TASK REQUIREMENTS
State how many lines of the entries hold the string "Drive". Reply with the number alone.

RECORDS SHOWN
········

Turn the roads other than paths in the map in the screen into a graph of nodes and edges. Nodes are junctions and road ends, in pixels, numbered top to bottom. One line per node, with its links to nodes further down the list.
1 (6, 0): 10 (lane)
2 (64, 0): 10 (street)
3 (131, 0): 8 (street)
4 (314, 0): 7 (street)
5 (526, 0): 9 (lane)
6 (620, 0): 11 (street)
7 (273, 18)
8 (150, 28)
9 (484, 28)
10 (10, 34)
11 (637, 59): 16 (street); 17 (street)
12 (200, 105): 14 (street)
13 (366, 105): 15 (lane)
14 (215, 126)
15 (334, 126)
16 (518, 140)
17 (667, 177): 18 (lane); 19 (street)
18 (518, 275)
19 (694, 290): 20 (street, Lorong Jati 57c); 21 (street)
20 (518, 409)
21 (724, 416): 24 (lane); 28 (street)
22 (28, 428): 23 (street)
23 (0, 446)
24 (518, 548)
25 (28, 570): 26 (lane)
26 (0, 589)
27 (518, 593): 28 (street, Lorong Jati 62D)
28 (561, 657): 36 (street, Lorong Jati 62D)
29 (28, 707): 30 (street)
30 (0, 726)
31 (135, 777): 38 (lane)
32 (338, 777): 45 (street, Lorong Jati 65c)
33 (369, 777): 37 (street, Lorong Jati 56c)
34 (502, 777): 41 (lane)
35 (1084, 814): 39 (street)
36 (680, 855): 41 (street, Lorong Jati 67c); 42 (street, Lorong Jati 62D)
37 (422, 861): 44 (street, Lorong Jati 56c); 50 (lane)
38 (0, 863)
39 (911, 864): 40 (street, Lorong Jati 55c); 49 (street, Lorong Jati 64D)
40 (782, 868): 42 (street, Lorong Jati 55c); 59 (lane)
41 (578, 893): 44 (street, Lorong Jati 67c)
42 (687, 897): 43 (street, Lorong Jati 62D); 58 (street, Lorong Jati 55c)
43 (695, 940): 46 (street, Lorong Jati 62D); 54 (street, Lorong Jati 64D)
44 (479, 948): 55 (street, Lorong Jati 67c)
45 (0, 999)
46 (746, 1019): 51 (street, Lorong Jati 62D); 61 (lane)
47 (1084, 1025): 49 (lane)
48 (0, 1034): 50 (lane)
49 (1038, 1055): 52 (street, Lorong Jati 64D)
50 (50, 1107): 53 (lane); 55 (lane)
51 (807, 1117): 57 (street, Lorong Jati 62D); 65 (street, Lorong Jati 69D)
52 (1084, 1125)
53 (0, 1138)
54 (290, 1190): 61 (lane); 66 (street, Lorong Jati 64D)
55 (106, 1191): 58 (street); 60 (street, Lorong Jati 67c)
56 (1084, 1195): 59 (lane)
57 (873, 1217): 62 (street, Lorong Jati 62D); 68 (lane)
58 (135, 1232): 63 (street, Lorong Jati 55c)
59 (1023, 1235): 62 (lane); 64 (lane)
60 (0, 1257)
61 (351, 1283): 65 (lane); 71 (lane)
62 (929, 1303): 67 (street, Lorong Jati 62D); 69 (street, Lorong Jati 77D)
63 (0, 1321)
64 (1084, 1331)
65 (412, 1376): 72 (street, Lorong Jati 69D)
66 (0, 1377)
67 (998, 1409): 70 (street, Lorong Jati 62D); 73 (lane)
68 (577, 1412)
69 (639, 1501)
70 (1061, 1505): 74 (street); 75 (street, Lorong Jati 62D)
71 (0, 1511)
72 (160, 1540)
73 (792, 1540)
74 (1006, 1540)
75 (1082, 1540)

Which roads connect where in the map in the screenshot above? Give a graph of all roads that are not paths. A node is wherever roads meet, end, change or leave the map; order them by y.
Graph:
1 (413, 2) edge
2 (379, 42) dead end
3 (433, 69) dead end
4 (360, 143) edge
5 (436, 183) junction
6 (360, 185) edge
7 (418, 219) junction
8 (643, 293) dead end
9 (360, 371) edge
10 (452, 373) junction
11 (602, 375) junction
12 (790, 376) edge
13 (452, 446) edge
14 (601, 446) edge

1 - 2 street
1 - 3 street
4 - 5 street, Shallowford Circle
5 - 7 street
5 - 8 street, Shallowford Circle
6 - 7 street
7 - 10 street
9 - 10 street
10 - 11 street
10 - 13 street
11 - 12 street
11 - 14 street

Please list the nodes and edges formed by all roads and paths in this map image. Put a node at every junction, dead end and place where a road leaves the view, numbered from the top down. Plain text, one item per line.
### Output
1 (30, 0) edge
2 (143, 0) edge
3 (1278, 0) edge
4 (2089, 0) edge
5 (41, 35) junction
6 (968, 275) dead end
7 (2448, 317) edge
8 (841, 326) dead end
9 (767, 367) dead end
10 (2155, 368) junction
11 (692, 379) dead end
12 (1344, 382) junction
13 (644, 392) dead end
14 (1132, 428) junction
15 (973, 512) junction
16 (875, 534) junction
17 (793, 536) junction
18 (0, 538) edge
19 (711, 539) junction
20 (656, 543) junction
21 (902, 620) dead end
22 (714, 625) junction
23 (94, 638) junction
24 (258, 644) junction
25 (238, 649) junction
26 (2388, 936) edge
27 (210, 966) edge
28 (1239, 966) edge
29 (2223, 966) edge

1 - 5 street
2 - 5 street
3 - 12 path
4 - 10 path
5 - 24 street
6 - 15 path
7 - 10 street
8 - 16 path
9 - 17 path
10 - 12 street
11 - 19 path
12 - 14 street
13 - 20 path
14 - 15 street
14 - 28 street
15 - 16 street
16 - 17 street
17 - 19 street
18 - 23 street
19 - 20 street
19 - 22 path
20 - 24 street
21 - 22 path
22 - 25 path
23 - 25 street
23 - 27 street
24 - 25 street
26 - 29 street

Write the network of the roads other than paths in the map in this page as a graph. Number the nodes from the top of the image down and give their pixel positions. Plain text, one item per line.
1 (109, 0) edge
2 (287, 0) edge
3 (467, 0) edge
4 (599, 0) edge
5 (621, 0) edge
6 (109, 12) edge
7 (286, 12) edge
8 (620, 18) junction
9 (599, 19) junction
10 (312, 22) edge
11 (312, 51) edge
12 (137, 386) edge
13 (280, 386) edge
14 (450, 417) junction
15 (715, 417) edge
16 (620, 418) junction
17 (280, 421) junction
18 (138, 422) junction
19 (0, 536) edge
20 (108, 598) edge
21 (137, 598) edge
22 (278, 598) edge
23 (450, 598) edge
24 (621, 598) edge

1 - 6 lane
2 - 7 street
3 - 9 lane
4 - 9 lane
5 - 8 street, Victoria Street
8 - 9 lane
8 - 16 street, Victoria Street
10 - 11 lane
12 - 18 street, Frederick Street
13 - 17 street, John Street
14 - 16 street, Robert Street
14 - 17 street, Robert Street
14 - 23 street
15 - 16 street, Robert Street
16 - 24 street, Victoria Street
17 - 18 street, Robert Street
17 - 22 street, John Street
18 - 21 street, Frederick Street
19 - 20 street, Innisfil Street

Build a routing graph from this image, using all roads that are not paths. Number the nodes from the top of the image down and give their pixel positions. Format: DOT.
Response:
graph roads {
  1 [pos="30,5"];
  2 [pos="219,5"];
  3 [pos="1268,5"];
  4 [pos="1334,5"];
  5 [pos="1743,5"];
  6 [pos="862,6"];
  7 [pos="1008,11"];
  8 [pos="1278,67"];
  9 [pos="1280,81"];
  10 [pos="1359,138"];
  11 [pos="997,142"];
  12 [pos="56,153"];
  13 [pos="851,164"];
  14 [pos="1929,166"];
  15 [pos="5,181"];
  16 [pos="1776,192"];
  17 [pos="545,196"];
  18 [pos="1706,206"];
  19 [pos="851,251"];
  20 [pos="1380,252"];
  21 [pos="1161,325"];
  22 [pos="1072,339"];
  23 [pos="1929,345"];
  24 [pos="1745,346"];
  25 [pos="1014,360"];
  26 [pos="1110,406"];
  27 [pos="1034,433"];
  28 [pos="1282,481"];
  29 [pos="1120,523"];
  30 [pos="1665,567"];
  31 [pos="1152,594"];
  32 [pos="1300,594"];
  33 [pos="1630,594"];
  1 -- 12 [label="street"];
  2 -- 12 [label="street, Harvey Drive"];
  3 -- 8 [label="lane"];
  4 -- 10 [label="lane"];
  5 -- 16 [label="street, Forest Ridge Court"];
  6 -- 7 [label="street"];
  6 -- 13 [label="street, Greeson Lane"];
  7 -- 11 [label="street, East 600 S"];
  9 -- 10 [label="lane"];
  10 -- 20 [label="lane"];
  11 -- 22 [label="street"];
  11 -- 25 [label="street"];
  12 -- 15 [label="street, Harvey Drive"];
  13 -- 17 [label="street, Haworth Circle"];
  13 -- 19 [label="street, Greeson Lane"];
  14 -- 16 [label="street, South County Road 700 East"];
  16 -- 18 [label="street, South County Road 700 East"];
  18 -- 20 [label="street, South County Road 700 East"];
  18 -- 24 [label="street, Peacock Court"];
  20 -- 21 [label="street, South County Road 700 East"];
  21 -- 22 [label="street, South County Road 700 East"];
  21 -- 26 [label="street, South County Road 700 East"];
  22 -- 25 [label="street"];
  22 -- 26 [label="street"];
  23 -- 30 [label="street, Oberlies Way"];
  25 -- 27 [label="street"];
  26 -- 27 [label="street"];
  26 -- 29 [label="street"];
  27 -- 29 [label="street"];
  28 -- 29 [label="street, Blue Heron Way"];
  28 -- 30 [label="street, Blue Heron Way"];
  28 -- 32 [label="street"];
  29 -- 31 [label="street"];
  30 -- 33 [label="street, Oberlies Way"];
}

········

SOLUTION TO THE EXERCISE
2